> [GOAL OF THE EXERCISE]: Give back every record exactly, with its pictures left out.

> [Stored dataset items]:
··········

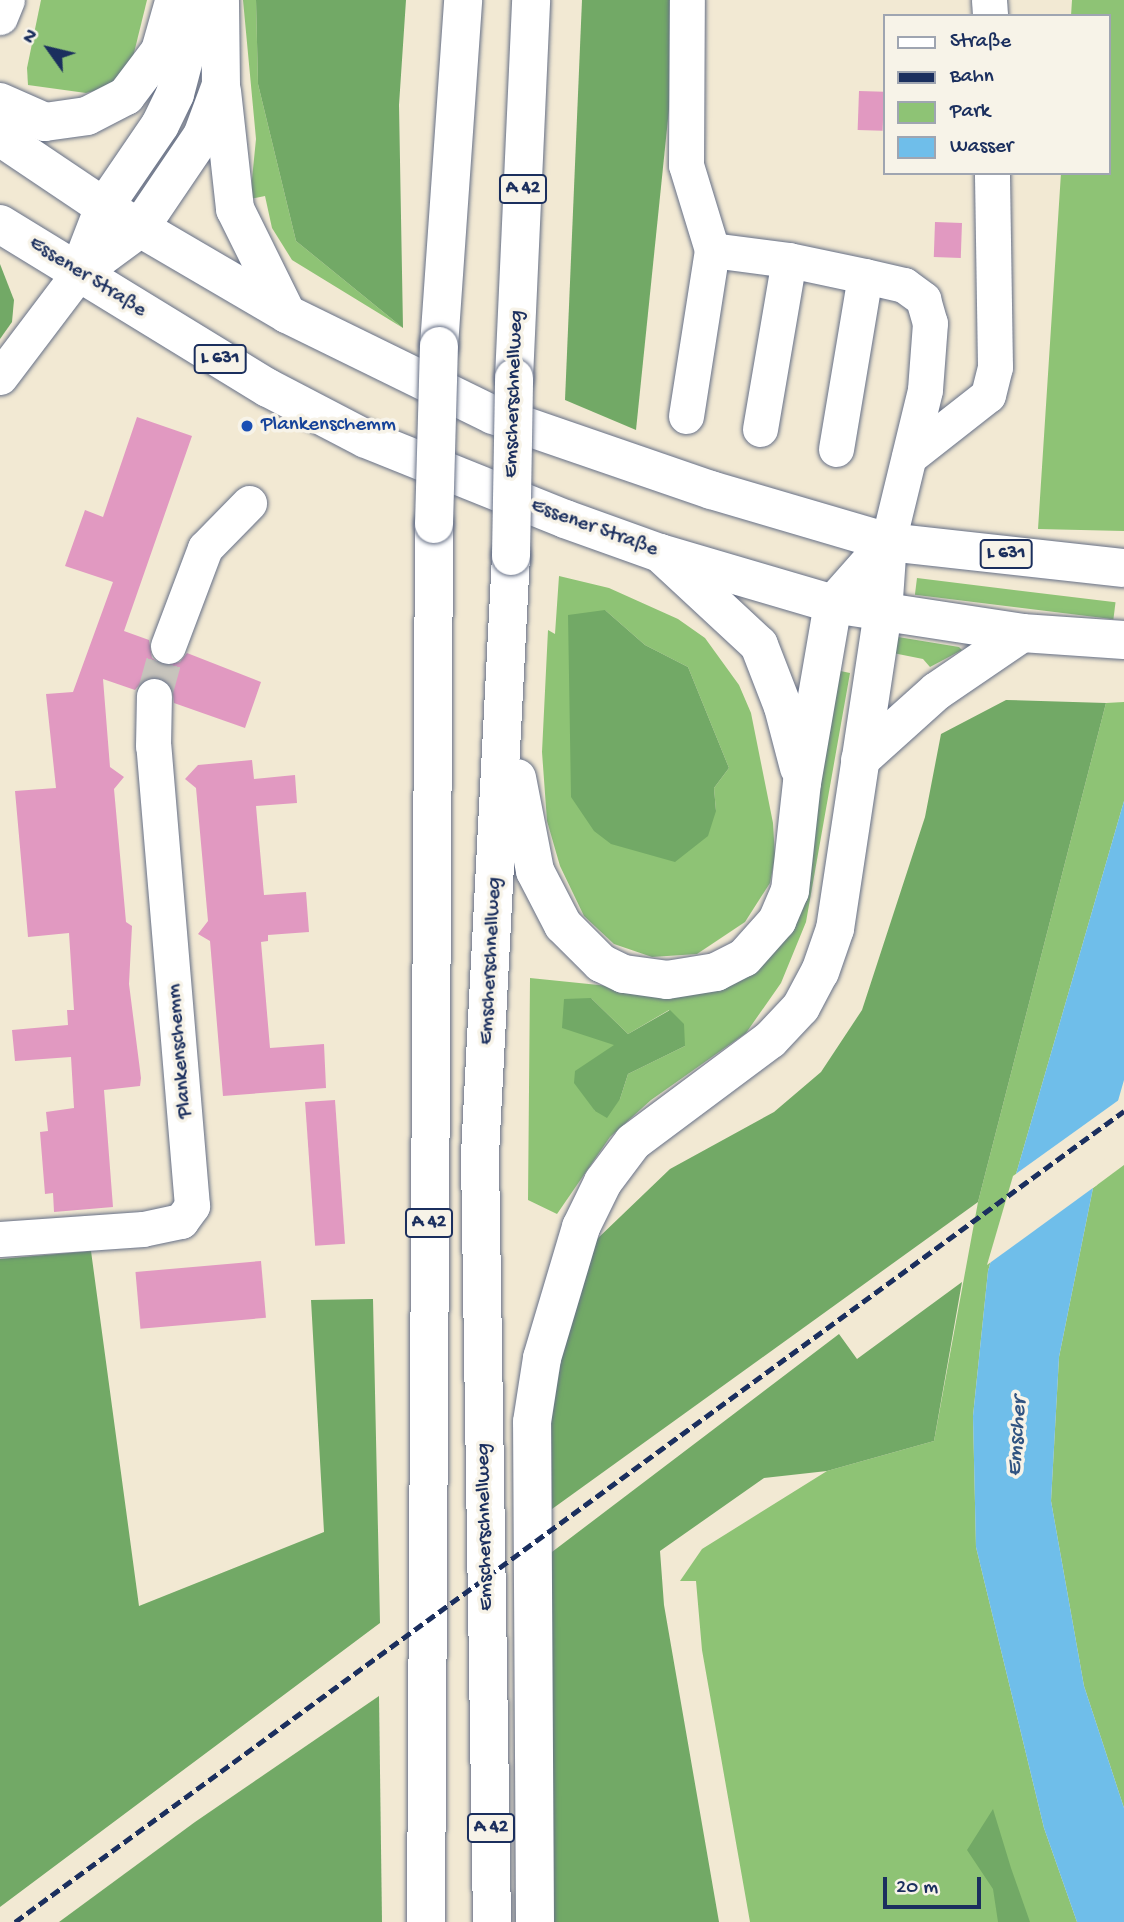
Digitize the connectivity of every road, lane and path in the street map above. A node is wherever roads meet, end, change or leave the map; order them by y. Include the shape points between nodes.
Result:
1 (7, 0) edge
2 (174, 0) edge
3 (195, 0) edge
4 (220, 0) edge
5 (463, 0) edge
6 (531, 0) edge
7 (687, 0) edge
8 (0, 17) edge
9 (221, 85) junction
10 (0, 102) edge
11 (0, 138) edge
12 (992, 175) edge
13 (104, 207) junction
14 (0, 223) edge
15 (139, 229) junction
16 (712, 250) junction
17 (789, 260) junction
18 (78, 274) junction
19 (865, 276) junction
20 (287, 314) junction
21 (0, 377) edge
22 (686, 415) dead end
23 (760, 429) dead end
24 (836, 449) dead end
25 (909, 457) junction
26 (249, 503) dead end
27 (888, 542) junction
28 (660, 553) junction
29 (1124, 568) edge
30 (833, 604) junction
31 (883, 613) junction
32 (1022, 633) junction
33 (1120, 640) edge
34 (168, 646) tunnel mouth
35 (154, 696) tunnel mouth
36 (507, 696) junction
37 (860, 760) junction
38 (802, 783) junction
39 (0, 1239) edge
40 (426, 1922) edge
41 (492, 1922) edge
42 (535, 1922) edge

1 - 8 street
2 - 10 main road via 160,51 126,96 87,116 45,122
3 - 13 main road via 195,18 174,94 160,125
4 - 9 main road
5 - 40 main road, A 42, bridge via 439,346 435,524
6 - 36 main road, Emscherschnellweg / A 42, bridge via 514,378
7 - 16 street via 686,165
9 - 15 main road via 202,136
9 - 20 main road via 235,209
11 - 13 main road, L 631
12 - 25 street via 995,367 988,395
13 - 15 main road, L 631
13 - 18 main road
14 - 18 main road, Essener Straße / L 631
15 - 18 main road
15 - 20 main road, L 631
16 - 17 street
16 - 22 street
17 - 19 street
17 - 23 street
18 - 21 street
18 - 28 main road, Essener Straße / L 631 via 268,388 366,439
19 - 24 street
19 - 25 street via 904,285 923,299 930,323 925,390
20 - 27 main road, L 631 via 493,415 711,491
25 - 27 street
26 - 34 street via 205,548
27 - 29 main road, L 631
27 - 30 main road
27 - 31 main road
28 - 30 main road, Essener Straße / L 631
28 - 38 main road via 759,645 783,707
30 - 31 main road, Essener Straße / L 631
30 - 38 main road
31 - 32 main road, Essener Straße / L 631
31 - 37 main road
32 - 33 main road, Essener Straße / L 631
32 - 37 main road via 937,691
35 - 39 street, Plankenschemm via 153,746 192,1206 181,1221 143,1229
36 - 38 main road via 519,798 535,871 563,925 584,949 624,974 667,980 716,972 744,958 765,938 790,891
36 - 41 main road, Emscherschnellweg / A 42 via 480,1154
37 - 42 main road via 835,929 801,1007 738,1067 633,1142 603,1182 581,1227 558,1302 532,1422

··········

> [ANSWER]:
Digitize the connectivity of every road, lane and path in the street map above. A node is wherever roads meet, end, change or leave the map; order them by y. Include the shape points between nodes.
Result:
1 (7, 0) edge
2 (174, 0) edge
3 (195, 0) edge
4 (220, 0) edge
5 (463, 0) edge
6 (531, 0) edge
7 (687, 0) edge
8 (0, 17) edge
9 (221, 85) junction
10 (0, 102) edge
11 (0, 138) edge
12 (992, 175) edge
13 (104, 207) junction
14 (0, 223) edge
15 (139, 229) junction
16 (712, 250) junction
17 (789, 260) junction
18 (78, 274) junction
19 (865, 276) junction
20 (287, 314) junction
21 (0, 377) edge
22 (686, 415) dead end
23 (760, 429) dead end
24 (836, 449) dead end
25 (909, 457) junction
26 (249, 503) dead end
27 (888, 542) junction
28 (660, 553) junction
29 (1124, 568) edge
30 (833, 604) junction
31 (883, 613) junction
32 (1022, 633) junction
33 (1120, 640) edge
34 (168, 646) tunnel mouth
35 (154, 696) tunnel mouth
36 (507, 696) junction
37 (860, 760) junction
38 (802, 783) junction
39 (0, 1239) edge
40 (426, 1922) edge
41 (492, 1922) edge
42 (535, 1922) edge

1 - 8 street
2 - 10 main road via 160,51 126,96 87,116 45,122
3 - 13 main road via 195,18 174,94 160,125
4 - 9 main road
5 - 40 main road, A 42, bridge via 439,346 435,524
6 - 36 main road, Emscherschnellweg / A 42, bridge via 514,378
7 - 16 street via 686,165
9 - 15 main road via 202,136
9 - 20 main road via 235,209
11 - 13 main road, L 631
12 - 25 street via 995,367 988,395
13 - 15 main road, L 631
13 - 18 main road
14 - 18 main road, Essener Straße / L 631
15 - 18 main road
15 - 20 main road, L 631
16 - 17 street
16 - 22 street
17 - 19 street
17 - 23 street
18 - 21 street
18 - 28 main road, Essener Straße / L 631 via 268,388 366,439
19 - 24 street
19 - 25 street via 904,285 923,299 930,323 925,390
20 - 27 main road, L 631 via 493,415 711,491
25 - 27 street
26 - 34 street via 205,548
27 - 29 main road, L 631
27 - 30 main road
27 - 31 main road
28 - 30 main road, Essener Straße / L 631
28 - 38 main road via 759,645 783,707
30 - 31 main road, Essener Straße / L 631
30 - 38 main road
31 - 32 main road, Essener Straße / L 631
31 - 37 main road
32 - 33 main road, Essener Straße / L 631
32 - 37 main road via 937,691
35 - 39 street, Plankenschemm via 153,746 192,1206 181,1221 143,1229
36 - 38 main road via 519,798 535,871 563,925 584,949 624,974 667,980 716,972 744,958 765,938 790,891
36 - 41 main road, Emscherschnellweg / A 42 via 480,1154
37 - 42 main road via 835,929 801,1007 738,1067 633,1142 603,1182 581,1227 558,1302 532,1422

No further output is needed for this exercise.